Stored data
▼

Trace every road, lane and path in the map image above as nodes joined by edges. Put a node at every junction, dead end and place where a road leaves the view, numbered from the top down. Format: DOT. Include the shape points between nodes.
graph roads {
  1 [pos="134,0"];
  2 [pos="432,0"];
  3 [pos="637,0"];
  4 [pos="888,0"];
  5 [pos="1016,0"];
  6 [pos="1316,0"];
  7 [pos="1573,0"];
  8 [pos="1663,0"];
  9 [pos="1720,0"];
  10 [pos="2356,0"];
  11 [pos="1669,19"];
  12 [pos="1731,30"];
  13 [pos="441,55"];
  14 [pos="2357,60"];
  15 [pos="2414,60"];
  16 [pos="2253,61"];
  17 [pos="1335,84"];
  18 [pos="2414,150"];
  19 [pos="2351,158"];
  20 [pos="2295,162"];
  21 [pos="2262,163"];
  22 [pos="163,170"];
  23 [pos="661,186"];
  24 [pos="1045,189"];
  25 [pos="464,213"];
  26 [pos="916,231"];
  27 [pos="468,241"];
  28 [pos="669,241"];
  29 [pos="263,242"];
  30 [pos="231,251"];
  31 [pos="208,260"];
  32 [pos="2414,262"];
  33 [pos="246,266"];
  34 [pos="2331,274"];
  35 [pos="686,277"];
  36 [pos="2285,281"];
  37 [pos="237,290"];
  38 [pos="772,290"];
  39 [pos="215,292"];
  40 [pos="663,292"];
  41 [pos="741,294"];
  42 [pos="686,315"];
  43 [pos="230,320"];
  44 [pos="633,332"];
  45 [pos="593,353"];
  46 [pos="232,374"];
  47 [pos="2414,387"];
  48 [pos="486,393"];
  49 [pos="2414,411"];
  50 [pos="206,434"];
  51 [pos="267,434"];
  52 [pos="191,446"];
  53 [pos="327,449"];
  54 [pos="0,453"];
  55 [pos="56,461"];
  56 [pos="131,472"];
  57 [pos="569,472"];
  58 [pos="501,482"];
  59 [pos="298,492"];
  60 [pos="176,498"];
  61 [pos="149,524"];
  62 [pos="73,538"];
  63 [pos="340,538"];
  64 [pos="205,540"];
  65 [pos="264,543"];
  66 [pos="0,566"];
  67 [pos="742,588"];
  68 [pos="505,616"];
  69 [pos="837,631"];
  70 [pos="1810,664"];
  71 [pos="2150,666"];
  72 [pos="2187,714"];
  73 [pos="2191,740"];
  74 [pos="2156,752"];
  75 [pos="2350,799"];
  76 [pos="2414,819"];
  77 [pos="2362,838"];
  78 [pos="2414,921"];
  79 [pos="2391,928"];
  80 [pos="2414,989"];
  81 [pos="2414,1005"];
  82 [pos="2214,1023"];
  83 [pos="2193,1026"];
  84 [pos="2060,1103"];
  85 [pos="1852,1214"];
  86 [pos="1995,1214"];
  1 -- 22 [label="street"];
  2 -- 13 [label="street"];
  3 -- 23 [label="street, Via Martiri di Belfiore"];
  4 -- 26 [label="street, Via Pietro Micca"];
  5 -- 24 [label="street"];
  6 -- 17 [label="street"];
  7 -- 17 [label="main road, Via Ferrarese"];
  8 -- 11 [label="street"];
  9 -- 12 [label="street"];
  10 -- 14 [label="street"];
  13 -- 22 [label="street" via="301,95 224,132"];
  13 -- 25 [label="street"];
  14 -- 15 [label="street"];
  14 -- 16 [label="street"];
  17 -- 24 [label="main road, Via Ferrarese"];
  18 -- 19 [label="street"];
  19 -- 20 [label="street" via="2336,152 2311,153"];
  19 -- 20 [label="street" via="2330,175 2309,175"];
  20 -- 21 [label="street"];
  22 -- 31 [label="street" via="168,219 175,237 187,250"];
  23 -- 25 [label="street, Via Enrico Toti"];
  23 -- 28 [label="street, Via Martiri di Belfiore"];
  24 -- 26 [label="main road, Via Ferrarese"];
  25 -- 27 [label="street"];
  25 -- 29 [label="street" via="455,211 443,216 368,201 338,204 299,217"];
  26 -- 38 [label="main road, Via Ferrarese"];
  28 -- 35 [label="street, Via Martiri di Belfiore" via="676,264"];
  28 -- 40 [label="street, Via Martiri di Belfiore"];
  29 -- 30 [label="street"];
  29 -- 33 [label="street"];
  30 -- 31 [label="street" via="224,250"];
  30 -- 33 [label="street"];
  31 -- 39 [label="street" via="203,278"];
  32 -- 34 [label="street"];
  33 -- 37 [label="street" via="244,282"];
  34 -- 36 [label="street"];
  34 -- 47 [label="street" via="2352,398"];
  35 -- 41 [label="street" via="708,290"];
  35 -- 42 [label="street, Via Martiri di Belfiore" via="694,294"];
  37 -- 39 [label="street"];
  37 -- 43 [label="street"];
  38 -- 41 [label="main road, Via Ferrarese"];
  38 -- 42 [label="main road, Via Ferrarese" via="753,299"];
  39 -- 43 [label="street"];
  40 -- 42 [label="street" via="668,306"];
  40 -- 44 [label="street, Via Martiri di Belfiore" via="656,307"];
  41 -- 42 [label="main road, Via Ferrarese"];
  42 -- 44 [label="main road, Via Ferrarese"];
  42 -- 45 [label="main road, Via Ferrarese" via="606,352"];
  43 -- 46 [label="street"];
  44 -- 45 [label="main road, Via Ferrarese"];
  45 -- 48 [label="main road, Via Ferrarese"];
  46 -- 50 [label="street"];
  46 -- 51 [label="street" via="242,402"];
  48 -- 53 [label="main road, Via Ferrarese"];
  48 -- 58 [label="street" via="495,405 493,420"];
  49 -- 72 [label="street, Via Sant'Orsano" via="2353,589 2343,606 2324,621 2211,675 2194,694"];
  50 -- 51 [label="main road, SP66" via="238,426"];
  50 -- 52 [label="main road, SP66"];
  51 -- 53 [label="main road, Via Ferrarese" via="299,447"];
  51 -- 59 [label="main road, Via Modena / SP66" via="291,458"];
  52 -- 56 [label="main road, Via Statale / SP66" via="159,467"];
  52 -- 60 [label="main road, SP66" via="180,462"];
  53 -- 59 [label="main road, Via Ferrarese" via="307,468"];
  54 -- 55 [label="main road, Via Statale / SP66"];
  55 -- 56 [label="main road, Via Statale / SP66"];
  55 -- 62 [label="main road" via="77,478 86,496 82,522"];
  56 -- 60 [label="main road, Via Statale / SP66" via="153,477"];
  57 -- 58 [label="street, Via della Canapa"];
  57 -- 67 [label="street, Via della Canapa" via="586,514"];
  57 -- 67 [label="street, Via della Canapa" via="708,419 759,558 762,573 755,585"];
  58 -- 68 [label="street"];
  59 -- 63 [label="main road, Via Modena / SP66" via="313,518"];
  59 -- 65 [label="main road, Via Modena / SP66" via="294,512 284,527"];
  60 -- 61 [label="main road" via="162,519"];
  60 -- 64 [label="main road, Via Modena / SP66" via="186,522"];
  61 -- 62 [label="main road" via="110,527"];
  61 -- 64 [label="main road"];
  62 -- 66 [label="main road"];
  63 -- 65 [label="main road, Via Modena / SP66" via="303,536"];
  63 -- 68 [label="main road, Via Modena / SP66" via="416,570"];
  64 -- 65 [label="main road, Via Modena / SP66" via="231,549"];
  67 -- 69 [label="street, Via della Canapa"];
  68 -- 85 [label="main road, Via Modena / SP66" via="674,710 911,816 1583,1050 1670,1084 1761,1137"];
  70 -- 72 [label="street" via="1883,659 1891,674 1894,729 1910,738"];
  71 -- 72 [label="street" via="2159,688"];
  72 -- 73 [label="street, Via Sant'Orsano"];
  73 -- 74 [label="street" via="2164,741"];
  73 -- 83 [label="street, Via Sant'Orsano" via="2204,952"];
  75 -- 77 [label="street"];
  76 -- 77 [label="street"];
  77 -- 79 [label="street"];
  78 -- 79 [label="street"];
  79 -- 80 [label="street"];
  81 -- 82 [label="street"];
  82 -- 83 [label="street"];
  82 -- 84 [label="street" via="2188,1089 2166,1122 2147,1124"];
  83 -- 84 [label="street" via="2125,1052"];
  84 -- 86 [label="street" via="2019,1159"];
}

▲

Required work.
When the word "Canapa" shows up in a line of the entries, pull that line out.

Exercise result.
  57 -- 58 [label="street, Via della Canapa"];
  57 -- 67 [label="street, Via della Canapa" via="586,514"];
  57 -- 67 [label="street, Via della Canapa" via="708,419 759,558 762,573 755,585"];
  67 -- 69 [label="street, Via della Canapa"];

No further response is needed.